I read about Ottessa Moshfegh before I read (very much) of her work and my impression was that she’s an arrogant and eccentric misanthrope. But don’t get me wrong: calling her this is not as harsh a judgement as it might seem. An “arrogant and eccentric misanthrope” is pretty much how I would describe myself back when I still lived in the US.
(Perky blonde co-worker at one of my many crappy mall jobs: You’re so quiet. Why don’t you talk more? You should smile more.
AEM me: Here’s an idea. How about instead I just punch you in the face?*
*of course I never actually said this, but believe me I wanted to…)
Although I’ve become much more humanity rah! rah! rah! in the meantime, I sometimes wonder if it’s because of where I’ve lived for the past 19 years. Germany is the land of worst case scenarios, most of its native folk suffering from a serious and perpetual case of Chicken Little-itis.

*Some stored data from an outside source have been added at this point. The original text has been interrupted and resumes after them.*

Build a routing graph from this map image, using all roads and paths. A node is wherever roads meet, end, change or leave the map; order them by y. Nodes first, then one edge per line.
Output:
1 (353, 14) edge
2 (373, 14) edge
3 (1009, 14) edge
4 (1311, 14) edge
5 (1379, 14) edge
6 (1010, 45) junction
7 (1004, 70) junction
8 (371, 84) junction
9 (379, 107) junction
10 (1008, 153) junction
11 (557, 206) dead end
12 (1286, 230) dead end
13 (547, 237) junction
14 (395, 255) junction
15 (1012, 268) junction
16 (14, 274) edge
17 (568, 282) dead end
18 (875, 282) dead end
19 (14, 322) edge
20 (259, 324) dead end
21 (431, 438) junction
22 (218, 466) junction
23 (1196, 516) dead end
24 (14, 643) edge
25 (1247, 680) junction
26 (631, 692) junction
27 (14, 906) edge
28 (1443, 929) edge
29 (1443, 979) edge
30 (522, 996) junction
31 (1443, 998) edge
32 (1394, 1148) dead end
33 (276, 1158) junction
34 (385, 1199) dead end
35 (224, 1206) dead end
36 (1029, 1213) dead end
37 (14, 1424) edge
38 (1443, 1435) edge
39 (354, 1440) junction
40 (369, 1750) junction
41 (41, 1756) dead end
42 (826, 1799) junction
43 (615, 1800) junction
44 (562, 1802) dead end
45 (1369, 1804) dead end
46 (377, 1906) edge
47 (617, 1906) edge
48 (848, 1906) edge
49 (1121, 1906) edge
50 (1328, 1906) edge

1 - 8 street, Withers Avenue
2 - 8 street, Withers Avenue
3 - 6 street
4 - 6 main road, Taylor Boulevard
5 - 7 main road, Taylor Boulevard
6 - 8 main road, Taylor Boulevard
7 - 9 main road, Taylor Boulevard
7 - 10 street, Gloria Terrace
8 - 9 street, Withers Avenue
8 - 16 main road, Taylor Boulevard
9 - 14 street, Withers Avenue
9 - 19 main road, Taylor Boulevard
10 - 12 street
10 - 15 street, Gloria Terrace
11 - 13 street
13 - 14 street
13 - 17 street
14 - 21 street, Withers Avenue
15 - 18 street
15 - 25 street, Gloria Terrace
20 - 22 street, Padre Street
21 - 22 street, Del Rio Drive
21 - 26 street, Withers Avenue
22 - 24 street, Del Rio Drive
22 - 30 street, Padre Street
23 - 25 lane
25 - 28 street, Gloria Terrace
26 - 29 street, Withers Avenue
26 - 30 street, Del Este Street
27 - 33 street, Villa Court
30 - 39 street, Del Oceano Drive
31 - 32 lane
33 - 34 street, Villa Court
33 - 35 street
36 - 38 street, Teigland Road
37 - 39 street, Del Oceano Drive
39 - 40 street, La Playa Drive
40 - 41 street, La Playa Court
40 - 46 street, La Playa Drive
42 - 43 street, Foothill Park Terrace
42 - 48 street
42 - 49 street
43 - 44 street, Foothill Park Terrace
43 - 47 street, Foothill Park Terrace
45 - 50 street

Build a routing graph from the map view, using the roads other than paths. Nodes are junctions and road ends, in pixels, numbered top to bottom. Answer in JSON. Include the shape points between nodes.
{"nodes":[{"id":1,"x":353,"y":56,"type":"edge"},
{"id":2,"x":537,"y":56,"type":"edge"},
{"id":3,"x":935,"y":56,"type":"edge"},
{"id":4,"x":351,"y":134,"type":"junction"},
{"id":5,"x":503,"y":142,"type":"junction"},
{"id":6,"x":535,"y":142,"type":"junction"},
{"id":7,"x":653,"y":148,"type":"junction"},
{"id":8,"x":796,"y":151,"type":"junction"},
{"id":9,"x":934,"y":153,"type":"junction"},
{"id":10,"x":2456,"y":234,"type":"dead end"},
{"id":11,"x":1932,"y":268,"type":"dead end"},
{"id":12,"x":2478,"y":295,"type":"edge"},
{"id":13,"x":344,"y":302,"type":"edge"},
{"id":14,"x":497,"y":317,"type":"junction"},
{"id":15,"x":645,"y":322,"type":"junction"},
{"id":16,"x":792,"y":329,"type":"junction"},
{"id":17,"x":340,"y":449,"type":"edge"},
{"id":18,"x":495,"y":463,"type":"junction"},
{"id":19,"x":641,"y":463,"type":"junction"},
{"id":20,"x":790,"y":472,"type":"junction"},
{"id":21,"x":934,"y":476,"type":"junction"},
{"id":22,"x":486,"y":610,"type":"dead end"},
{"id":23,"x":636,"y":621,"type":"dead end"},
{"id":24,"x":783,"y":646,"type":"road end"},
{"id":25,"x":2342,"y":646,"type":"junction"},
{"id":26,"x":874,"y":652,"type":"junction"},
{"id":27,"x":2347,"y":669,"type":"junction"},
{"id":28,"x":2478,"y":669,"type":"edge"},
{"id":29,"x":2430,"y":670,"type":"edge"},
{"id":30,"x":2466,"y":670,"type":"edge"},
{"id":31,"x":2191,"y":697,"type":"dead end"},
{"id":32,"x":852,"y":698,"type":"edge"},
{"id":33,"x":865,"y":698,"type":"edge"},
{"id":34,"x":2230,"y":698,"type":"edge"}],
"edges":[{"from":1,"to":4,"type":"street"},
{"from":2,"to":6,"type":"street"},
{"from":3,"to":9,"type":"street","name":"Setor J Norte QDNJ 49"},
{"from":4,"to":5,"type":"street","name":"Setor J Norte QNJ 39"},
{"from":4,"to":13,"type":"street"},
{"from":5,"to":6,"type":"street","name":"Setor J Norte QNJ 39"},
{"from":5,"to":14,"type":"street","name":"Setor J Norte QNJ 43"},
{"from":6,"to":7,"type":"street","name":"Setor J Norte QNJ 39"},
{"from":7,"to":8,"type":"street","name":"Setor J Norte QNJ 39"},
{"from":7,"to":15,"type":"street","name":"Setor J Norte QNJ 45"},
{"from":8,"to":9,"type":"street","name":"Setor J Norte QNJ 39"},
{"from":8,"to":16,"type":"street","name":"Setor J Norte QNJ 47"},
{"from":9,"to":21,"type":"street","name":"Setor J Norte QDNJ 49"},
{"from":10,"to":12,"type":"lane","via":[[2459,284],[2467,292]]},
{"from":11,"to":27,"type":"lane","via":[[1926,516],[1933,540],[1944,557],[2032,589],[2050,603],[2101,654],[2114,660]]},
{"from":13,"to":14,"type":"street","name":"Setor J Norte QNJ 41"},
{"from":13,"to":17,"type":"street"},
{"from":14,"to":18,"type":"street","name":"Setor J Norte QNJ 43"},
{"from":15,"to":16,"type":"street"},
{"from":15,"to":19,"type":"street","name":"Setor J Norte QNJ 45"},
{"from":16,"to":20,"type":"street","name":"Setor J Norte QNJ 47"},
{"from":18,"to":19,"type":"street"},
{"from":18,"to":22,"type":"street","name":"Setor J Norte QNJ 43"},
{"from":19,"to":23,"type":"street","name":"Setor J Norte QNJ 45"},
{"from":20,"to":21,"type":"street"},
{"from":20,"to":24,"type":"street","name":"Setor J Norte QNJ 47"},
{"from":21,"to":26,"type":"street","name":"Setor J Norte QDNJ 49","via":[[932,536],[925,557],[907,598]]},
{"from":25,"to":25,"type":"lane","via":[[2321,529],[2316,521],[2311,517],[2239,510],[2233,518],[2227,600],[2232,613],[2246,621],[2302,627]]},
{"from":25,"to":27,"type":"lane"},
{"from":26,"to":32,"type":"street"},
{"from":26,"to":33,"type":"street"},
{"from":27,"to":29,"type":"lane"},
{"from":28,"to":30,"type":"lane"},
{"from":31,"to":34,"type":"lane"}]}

I’m crazy stubborn and a contra to the core, so it makes sense that I would become a let’s-look-for-that-silver-lining positive-minded person when surrounded by a bunch of Cassandras all day every day. Would I have stayed an arrogant and eccentric misanthrope if I hadn’t left the States? Or was my down in the dumps, doom and gloom, people hating persona only part of being in my mid-20s, i.e. something I would have eventually grown out of? Who knows. Either way, my glasses are now mostly rose colored, although these are certainly trying times for even the most buoyant of optimists.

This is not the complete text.